═══ Records ═══

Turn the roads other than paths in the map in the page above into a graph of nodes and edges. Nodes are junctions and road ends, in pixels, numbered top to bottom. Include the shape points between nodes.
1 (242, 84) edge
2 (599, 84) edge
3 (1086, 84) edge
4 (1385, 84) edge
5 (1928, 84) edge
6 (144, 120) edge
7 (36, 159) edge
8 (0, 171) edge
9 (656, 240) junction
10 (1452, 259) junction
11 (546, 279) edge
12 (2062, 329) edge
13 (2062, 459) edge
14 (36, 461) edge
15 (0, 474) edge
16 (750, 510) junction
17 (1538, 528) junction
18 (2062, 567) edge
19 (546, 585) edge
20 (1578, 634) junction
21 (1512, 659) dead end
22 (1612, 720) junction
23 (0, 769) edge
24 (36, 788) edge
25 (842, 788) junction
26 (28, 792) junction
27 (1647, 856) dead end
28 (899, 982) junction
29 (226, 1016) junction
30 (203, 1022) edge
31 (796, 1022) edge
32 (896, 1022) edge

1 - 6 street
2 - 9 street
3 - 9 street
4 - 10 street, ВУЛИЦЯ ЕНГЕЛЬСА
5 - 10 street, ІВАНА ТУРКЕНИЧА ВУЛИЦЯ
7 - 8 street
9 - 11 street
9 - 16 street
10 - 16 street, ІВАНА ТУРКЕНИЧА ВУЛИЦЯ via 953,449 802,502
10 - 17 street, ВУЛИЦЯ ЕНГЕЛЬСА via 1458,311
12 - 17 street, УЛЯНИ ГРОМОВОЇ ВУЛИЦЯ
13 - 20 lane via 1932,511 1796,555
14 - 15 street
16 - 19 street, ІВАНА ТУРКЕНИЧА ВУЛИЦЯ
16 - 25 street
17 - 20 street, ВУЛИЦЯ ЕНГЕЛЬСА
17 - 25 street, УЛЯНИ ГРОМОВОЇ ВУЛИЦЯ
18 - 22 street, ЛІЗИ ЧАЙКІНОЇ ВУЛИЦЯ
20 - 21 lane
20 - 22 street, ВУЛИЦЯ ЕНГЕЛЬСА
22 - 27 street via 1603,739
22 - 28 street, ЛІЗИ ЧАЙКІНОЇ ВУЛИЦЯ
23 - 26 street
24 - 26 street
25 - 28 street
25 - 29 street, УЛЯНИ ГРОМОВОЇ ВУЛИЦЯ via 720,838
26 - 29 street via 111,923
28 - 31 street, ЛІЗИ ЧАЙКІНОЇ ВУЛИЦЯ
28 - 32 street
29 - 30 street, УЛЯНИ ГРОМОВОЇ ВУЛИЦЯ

═══

How to complete this task: Show every line above in which the word "УЛЯНИ" is found.

Exercise output:
12 - 17 street, УЛЯНИ ГРОМОВОЇ ВУЛИЦЯ
17 - 25 street, УЛЯНИ ГРОМОВОЇ ВУЛИЦЯ
25 - 29 street, УЛЯНИ ГРОМОВОЇ ВУЛИЦЯ via 720,838
29 - 30 street, УЛЯНИ ГРОМОВОЇ ВУЛИЦЯ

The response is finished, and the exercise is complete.